[PROVIDED DATA Boundary: Start]
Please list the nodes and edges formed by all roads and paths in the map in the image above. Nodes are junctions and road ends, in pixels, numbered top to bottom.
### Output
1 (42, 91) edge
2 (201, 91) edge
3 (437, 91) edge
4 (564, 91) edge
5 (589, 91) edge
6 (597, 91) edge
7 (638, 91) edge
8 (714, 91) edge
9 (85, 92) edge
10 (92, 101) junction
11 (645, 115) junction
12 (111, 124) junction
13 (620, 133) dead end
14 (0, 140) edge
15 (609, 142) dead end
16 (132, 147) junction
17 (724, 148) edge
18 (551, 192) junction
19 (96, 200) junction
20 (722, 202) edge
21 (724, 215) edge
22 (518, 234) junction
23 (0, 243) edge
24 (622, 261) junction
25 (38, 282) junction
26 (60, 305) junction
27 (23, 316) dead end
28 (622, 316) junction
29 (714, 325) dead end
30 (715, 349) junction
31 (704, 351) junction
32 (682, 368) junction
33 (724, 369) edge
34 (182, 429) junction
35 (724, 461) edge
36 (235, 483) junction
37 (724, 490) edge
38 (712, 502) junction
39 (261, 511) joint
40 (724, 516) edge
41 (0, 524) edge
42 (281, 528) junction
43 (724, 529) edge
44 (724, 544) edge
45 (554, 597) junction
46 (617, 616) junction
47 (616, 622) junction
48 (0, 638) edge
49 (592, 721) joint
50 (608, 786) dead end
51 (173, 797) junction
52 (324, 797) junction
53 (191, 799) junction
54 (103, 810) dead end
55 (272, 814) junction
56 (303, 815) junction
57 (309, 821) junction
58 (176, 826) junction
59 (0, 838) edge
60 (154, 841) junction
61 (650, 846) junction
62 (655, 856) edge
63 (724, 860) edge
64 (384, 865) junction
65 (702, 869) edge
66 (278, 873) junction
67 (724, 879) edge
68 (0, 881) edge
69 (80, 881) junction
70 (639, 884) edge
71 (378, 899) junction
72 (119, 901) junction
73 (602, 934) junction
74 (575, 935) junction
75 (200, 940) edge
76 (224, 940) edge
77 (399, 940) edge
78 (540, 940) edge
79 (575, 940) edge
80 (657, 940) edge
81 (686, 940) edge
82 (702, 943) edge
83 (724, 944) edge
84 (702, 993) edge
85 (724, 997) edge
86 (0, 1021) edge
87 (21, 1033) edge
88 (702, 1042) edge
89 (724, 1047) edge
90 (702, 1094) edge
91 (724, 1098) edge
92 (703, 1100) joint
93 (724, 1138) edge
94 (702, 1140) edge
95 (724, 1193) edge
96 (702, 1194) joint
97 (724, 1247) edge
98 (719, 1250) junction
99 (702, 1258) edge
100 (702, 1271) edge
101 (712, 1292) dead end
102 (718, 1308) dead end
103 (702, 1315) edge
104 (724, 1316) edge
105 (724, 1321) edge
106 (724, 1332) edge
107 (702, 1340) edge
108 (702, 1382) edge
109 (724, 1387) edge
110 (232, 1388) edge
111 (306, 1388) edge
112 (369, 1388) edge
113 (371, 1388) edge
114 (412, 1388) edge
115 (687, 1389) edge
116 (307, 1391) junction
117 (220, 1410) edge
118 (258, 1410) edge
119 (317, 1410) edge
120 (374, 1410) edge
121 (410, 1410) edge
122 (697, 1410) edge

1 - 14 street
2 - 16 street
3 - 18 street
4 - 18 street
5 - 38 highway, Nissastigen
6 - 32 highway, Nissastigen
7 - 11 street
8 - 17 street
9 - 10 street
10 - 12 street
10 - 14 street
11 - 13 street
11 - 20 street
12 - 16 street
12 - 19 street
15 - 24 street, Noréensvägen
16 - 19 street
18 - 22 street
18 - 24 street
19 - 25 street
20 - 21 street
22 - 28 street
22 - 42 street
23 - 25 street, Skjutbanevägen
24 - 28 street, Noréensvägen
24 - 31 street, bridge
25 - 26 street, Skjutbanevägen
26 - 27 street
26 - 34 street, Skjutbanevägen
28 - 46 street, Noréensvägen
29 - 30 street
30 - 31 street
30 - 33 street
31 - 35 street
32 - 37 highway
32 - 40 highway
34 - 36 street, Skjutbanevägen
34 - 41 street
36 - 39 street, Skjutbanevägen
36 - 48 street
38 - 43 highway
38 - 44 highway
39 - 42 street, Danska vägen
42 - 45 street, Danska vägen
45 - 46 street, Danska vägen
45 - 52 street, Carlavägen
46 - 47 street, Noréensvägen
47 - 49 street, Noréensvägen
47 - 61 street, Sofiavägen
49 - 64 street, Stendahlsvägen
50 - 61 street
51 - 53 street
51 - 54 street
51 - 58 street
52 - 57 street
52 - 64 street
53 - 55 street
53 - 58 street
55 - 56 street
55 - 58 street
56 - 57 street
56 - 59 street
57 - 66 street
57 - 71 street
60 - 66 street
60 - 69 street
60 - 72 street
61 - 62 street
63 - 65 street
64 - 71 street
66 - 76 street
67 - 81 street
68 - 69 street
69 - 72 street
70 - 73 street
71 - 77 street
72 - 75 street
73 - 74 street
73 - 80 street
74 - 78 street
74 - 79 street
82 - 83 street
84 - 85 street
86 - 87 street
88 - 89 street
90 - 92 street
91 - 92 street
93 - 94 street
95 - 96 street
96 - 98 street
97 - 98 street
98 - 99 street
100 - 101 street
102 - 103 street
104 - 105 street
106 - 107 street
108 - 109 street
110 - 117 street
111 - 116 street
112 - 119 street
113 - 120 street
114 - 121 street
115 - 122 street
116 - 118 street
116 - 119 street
[PROVIDED DATA Boundary: End]
> _DIRECTIONS FOR THIS TASK_
Exactly as they appear above, print all the entries.

> _OUTPUT OF THE EXERCISE_
Please list the nodes and edges formed by all roads and paths in the map in the image above. Nodes are junctions and road ends, in pixels, numbered top to bottom.
### Output
1 (42, 91) edge
2 (201, 91) edge
3 (437, 91) edge
4 (564, 91) edge
5 (589, 91) edge
6 (597, 91) edge
7 (638, 91) edge
8 (714, 91) edge
9 (85, 92) edge
10 (92, 101) junction
11 (645, 115) junction
12 (111, 124) junction
13 (620, 133) dead end
14 (0, 140) edge
15 (609, 142) dead end
16 (132, 147) junction
17 (724, 148) edge
18 (551, 192) junction
19 (96, 200) junction
20 (722, 202) edge
21 (724, 215) edge
22 (518, 234) junction
23 (0, 243) edge
24 (622, 261) junction
25 (38, 282) junction
26 (60, 305) junction
27 (23, 316) dead end
28 (622, 316) junction
29 (714, 325) dead end
30 (715, 349) junction
31 (704, 351) junction
32 (682, 368) junction
33 (724, 369) edge
34 (182, 429) junction
35 (724, 461) edge
36 (235, 483) junction
37 (724, 490) edge
38 (712, 502) junction
39 (261, 511) joint
40 (724, 516) edge
41 (0, 524) edge
42 (281, 528) junction
43 (724, 529) edge
44 (724, 544) edge
45 (554, 597) junction
46 (617, 616) junction
47 (616, 622) junction
48 (0, 638) edge
49 (592, 721) joint
50 (608, 786) dead end
51 (173, 797) junction
52 (324, 797) junction
53 (191, 799) junction
54 (103, 810) dead end
55 (272, 814) junction
56 (303, 815) junction
57 (309, 821) junction
58 (176, 826) junction
59 (0, 838) edge
60 (154, 841) junction
61 (650, 846) junction
62 (655, 856) edge
63 (724, 860) edge
64 (384, 865) junction
65 (702, 869) edge
66 (278, 873) junction
67 (724, 879) edge
68 (0, 881) edge
69 (80, 881) junction
70 (639, 884) edge
71 (378, 899) junction
72 (119, 901) junction
73 (602, 934) junction
74 (575, 935) junction
75 (200, 940) edge
76 (224, 940) edge
77 (399, 940) edge
78 (540, 940) edge
79 (575, 940) edge
80 (657, 940) edge
81 (686, 940) edge
82 (702, 943) edge
83 (724, 944) edge
84 (702, 993) edge
85 (724, 997) edge
86 (0, 1021) edge
87 (21, 1033) edge
88 (702, 1042) edge
89 (724, 1047) edge
90 (702, 1094) edge
91 (724, 1098) edge
92 (703, 1100) joint
93 (724, 1138) edge
94 (702, 1140) edge
95 (724, 1193) edge
96 (702, 1194) joint
97 (724, 1247) edge
98 (719, 1250) junction
99 (702, 1258) edge
100 (702, 1271) edge
101 (712, 1292) dead end
102 (718, 1308) dead end
103 (702, 1315) edge
104 (724, 1316) edge
105 (724, 1321) edge
106 (724, 1332) edge
107 (702, 1340) edge
108 (702, 1382) edge
109 (724, 1387) edge
110 (232, 1388) edge
111 (306, 1388) edge
112 (369, 1388) edge
113 (371, 1388) edge
114 (412, 1388) edge
115 (687, 1389) edge
116 (307, 1391) junction
117 (220, 1410) edge
118 (258, 1410) edge
119 (317, 1410) edge
120 (374, 1410) edge
121 (410, 1410) edge
122 (697, 1410) edge

1 - 14 street
2 - 16 street
3 - 18 street
4 - 18 street
5 - 38 highway, Nissastigen
6 - 32 highway, Nissastigen
7 - 11 street
8 - 17 street
9 - 10 street
10 - 12 street
10 - 14 street
11 - 13 street
11 - 20 street
12 - 16 street
12 - 19 street
15 - 24 street, Noréensvägen
16 - 19 street
18 - 22 street
18 - 24 street
19 - 25 street
20 - 21 street
22 - 28 street
22 - 42 street
23 - 25 street, Skjutbanevägen
24 - 28 street, Noréensvägen
24 - 31 street, bridge
25 - 26 street, Skjutbanevägen
26 - 27 street
26 - 34 street, Skjutbanevägen
28 - 46 street, Noréensvägen
29 - 30 street
30 - 31 street
30 - 33 street
31 - 35 street
32 - 37 highway
32 - 40 highway
34 - 36 street, Skjutbanevägen
34 - 41 street
36 - 39 street, Skjutbanevägen
36 - 48 street
38 - 43 highway
38 - 44 highway
39 - 42 street, Danska vägen
42 - 45 street, Danska vägen
45 - 46 street, Danska vägen
45 - 52 street, Carlavägen
46 - 47 street, Noréensvägen
47 - 49 street, Noréensvägen
47 - 61 street, Sofiavägen
49 - 64 street, Stendahlsvägen
50 - 61 street
51 - 53 street
51 - 54 street
51 - 58 street
52 - 57 street
52 - 64 street
53 - 55 street
53 - 58 street
55 - 56 street
55 - 58 street
56 - 57 street
56 - 59 street
57 - 66 street
57 - 71 street
60 - 66 street
60 - 69 street
60 - 72 street
61 - 62 street
63 - 65 street
64 - 71 street
66 - 76 street
67 - 81 street
68 - 69 street
69 - 72 street
70 - 73 street
71 - 77 street
72 - 75 street
73 - 74 street
73 - 80 street
74 - 78 street
74 - 79 street
82 - 83 street
84 - 85 street
86 - 87 street
88 - 89 street
90 - 92 street
91 - 92 street
93 - 94 street
95 - 96 street
96 - 98 street
97 - 98 street
98 - 99 street
100 - 101 street
102 - 103 street
104 - 105 street
106 - 107 street
108 - 109 street
110 - 117 street
111 - 116 street
112 - 119 street
113 - 120 street
114 - 121 street
115 - 122 street
116 - 118 street
116 - 119 street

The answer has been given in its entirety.